Le jour dit des théories d'élèves anciens et nouveaux, venus de partout, d'Amérique aussi, montaient le sentier raide et poussiéreux vers le groupe des chalets des Foches, au-dessus du village. Ils étaient accueillis avec une incomparable cordialité par la famille tout entière et recevaient le premier choc de la beauté du pays. Aussitôt, une activité fébrile et concentrée se déclenchait. En quelques heures, dans la salle basse de l'école ou au nouveau studio naissaient des quatuors, des quintettes, des duos ou même des trios si quelque flûtiste ou hautboïste se mettait de la partie. Le maître se dépensait sans compter. Plus qu'un grand musicien, plus qu'un excellent pédagogue, André de Ribaupierre a su créer quelque chose d'unique et d'inespéré.[...]"
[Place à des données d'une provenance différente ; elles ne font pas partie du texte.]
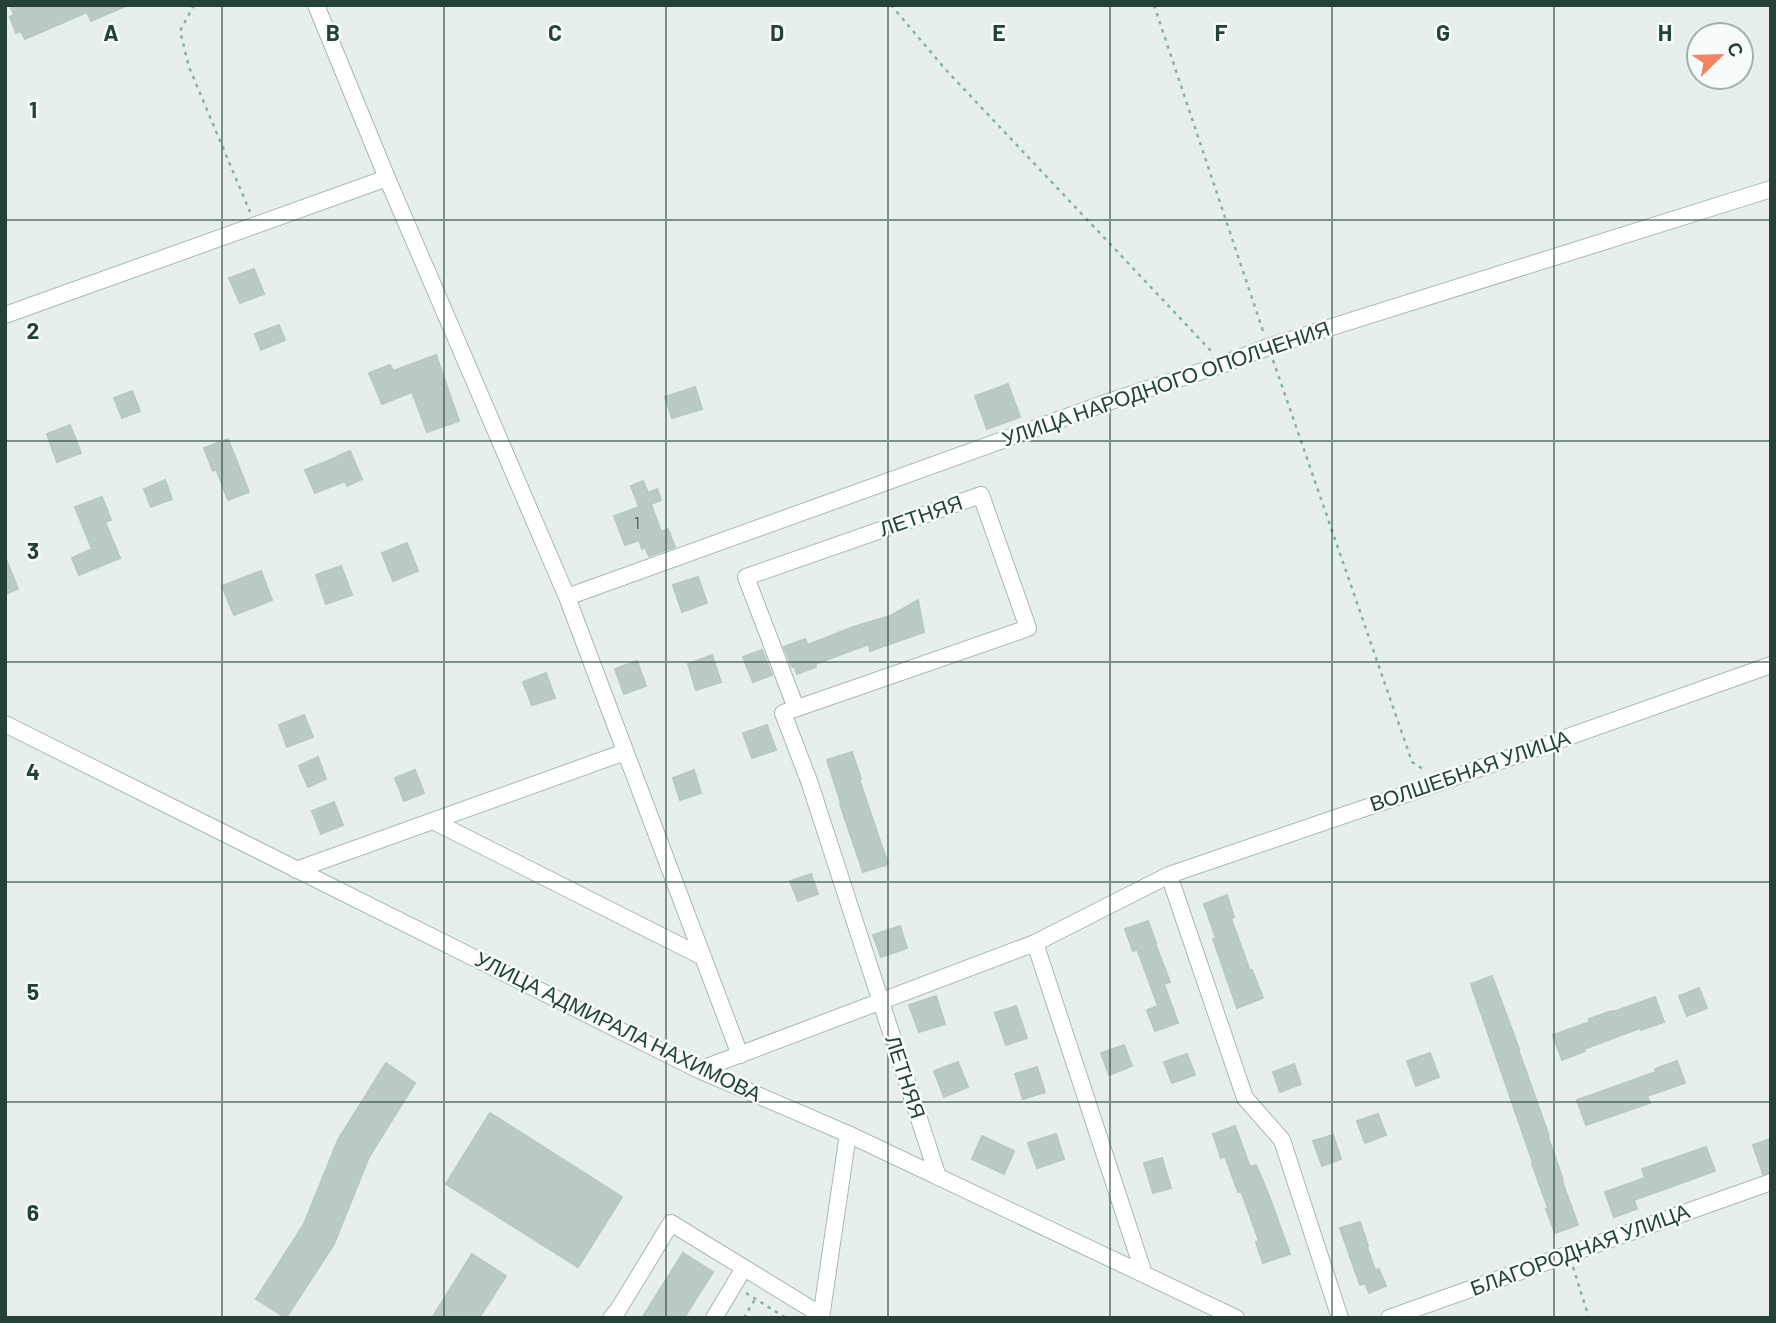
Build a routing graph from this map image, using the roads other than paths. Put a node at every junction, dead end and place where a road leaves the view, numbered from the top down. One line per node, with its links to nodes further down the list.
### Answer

Dans le Journal de Genève du 18 janvier 1955 en page 7, Franz Walter rendait hommage à «celui qui escaladait le Cervin (4478m), violon sur le dos, pour jouer du Bach au sommet»:

"[...] Pas de joie plus complète pour lui que d'escalader un "4000" et d'entonner la Chaconne en plein ciel. Seuls ceux qui ont participé à ses cours estivaux qu'il avait créés aux Haudères, sauront vous en révéler l'étonnante atmosphère, qui transformait pendant quelques semaines le village valaisan en la plus étrange des ruches musicales [...]
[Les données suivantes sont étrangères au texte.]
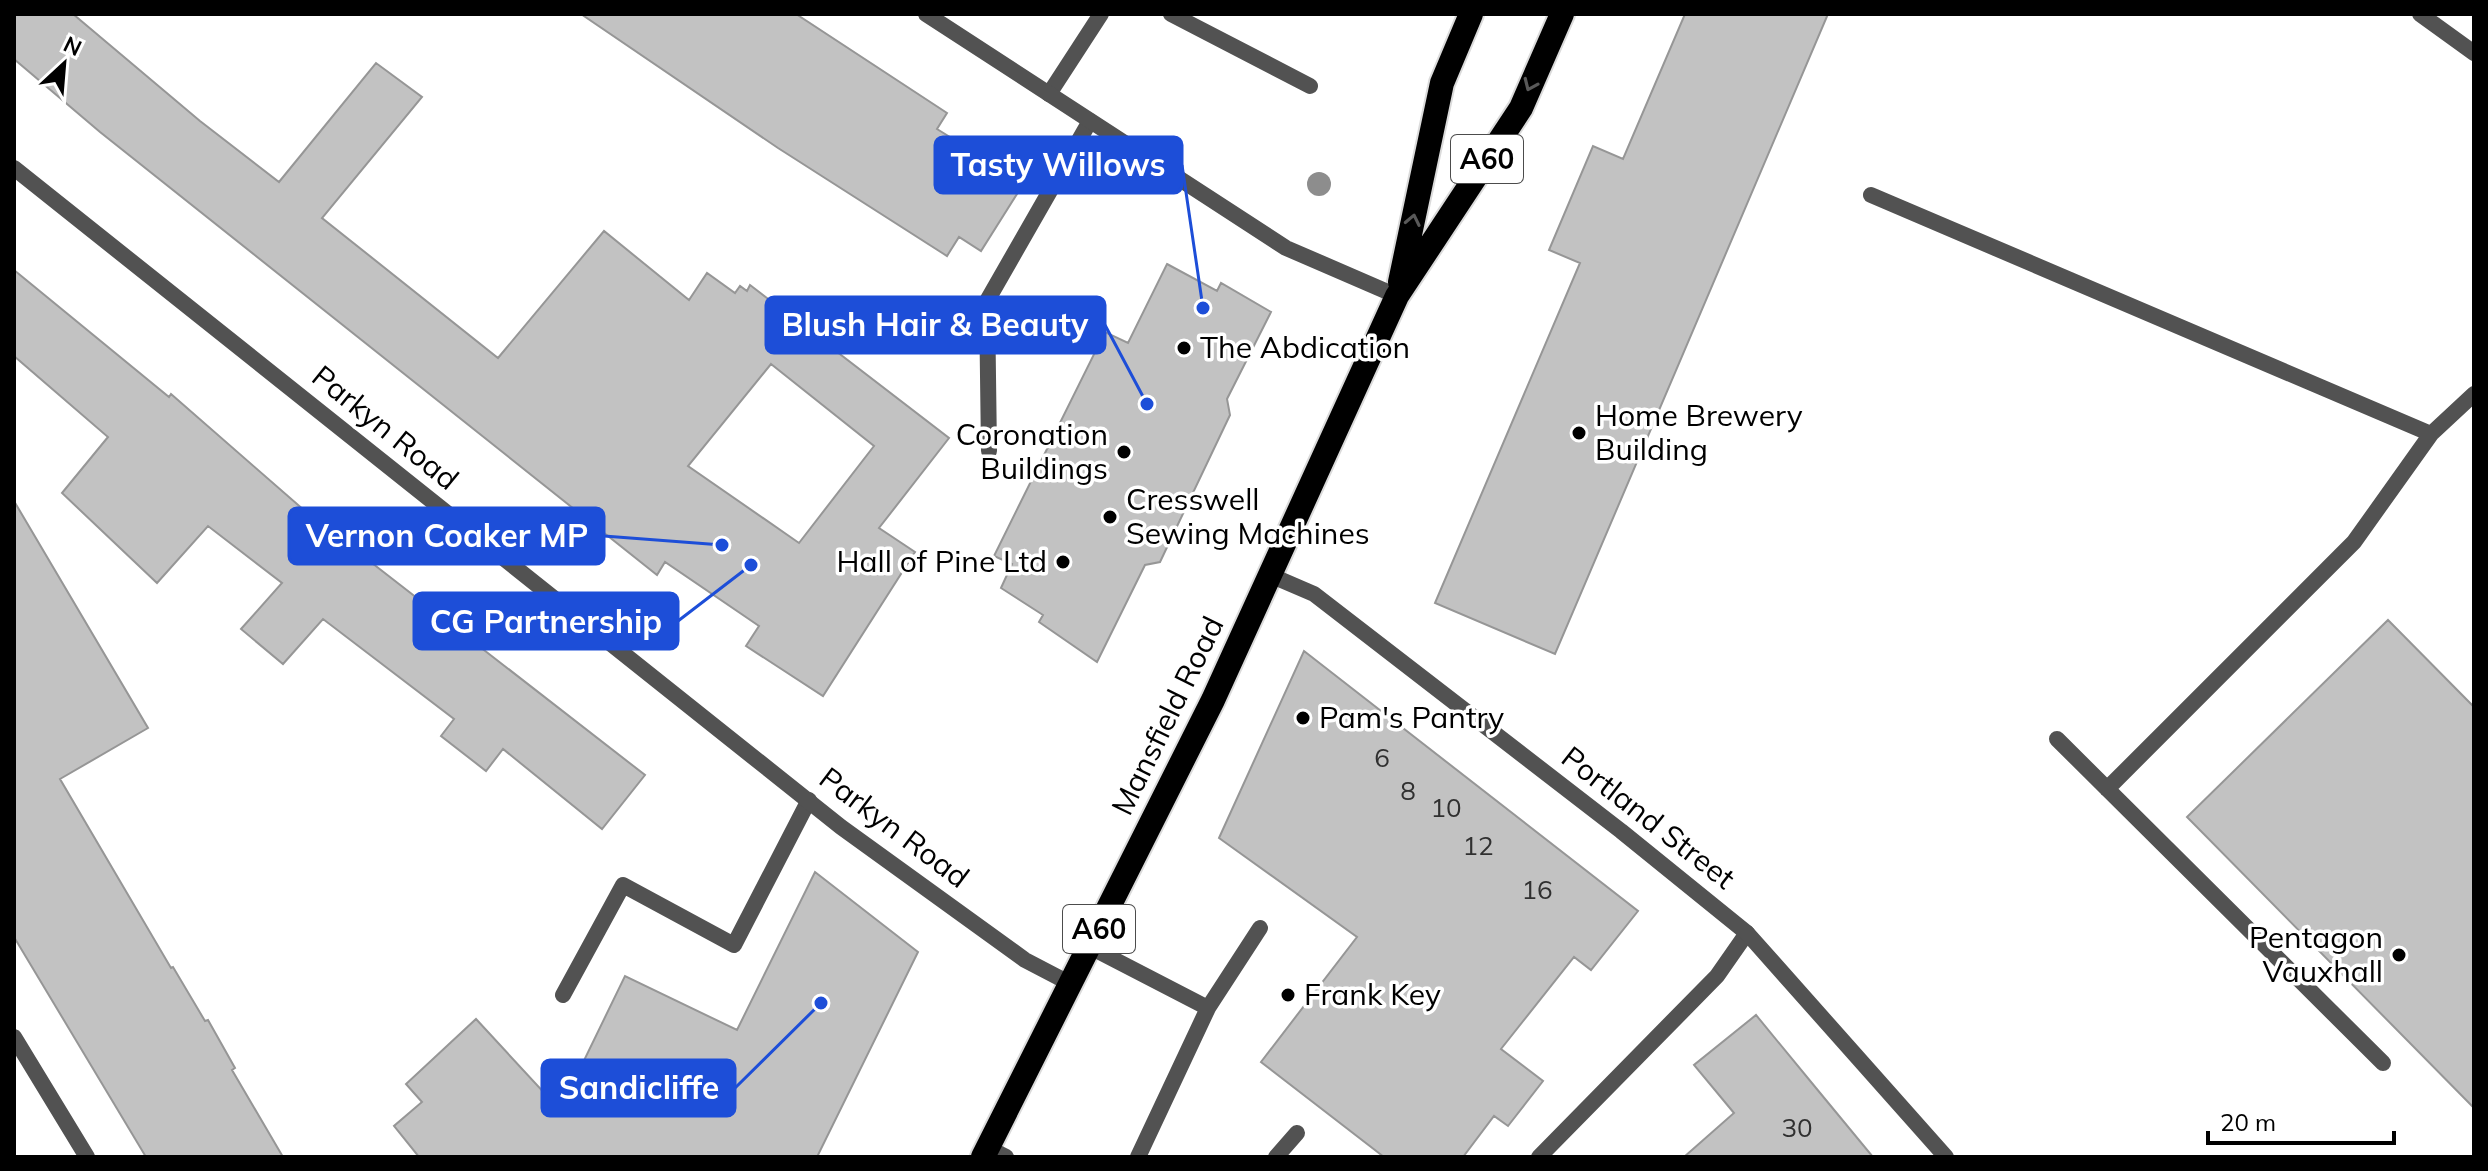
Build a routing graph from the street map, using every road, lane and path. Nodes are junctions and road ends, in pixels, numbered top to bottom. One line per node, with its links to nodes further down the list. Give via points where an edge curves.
1 (926, 14): 9 (street)
2 (1101, 14): 9 (street)
3 (1171, 14): 8 (street)
4 (1471, 14): 13 (highway, Mansfield Road / A60, one-way to 4, via 1442,83)
5 (1562, 14): 13 (highway, Mansfield Road / A60, one-way to 13, via 1521,108)
6 (2420, 14): 7 (street)
7 (2474, 53)
8 (1310, 86)
9 (1049, 94): 10 (street)
10 (1090, 121): 13 (street, via 1286,248); 16 (street, via 987,301)
11 (14, 168): 20 (street, Parkyn Road)
12 (1871, 195): 15 (street)
13 (1397, 296): 17 (highway, Mansfield Road / A60)
14 (2474, 394): 15 (street)
15 (2431, 434): 19 (street, via 2354,542)
16 (989, 451)
17 (1270, 575): 22 (street, Portland Street, via 1314,594); 23 (highway, Mansfield Road / A60)
18 (2057, 739): 19 (street)
19 (2107, 789): 28 (street)
20 (809, 800): 24 (street, Parkyn Road, via 1025,960); 25 (street, via 734,945 623,885)
21 (1260, 928): 26 (street)
22 (1747, 933): 34 (street, via 1717,976); 35 (street, Portland Street)
23 (1090, 947): 24 (highway, Mansfield Road / A60); 26 (street)
24 (1071, 984): 30 (highway, Mansfield Road / A60)
25 (563, 995)
26 (1208, 1008): 32 (street)
27 (14, 1037): 31 (street)
28 (2383, 1063)
29 (1297, 1133): 33 (street)
30 (992, 1154)
31 (87, 1157)
32 (1138, 1157)
33 (1276, 1157)
34 (1539, 1157)
35 (1946, 1157)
Le samedi, on partait en excursion et, à l'instar du "joueur de flûte", André de Ribaupierre conduisait sa caravane au son de son violon qu'il ne lâchait que pour escalader quelque enrochement propre à porter son chant plus haut, plus loin.[...]

Avec André de Ribaupierre disparaît le meilleur violoniste que la Suisse ait jamais compté, bien que la nature même de sa personnalité, où certains extrêmes se touchaient, n'ait pas rencontré partout dans son pays un accueil identiquement unanime et que paradoxalement ses triomphes se soient affirmés davantage en Suisse alémanique qu'en pays welsche — qui n'a jamais soutenu ses artistes avec une particulière frénésie — et peut-être peut-on trouver là une des raisons pour lesquelles il accepta avec empressement l'offre américaine.

Quant à nous, nous garderons le souvenir extrêmement vivace d'André de Ribaupierre dans ses meilleurs jours, où alors certaines de ses interprétations animées d'un souffle irrésistible et singulièrement puissant — Bach, Beethoven, Brahms — étaient proprement inoubliables. Je pense en particulier aux derniers Quatuors de Beethoven... [...]"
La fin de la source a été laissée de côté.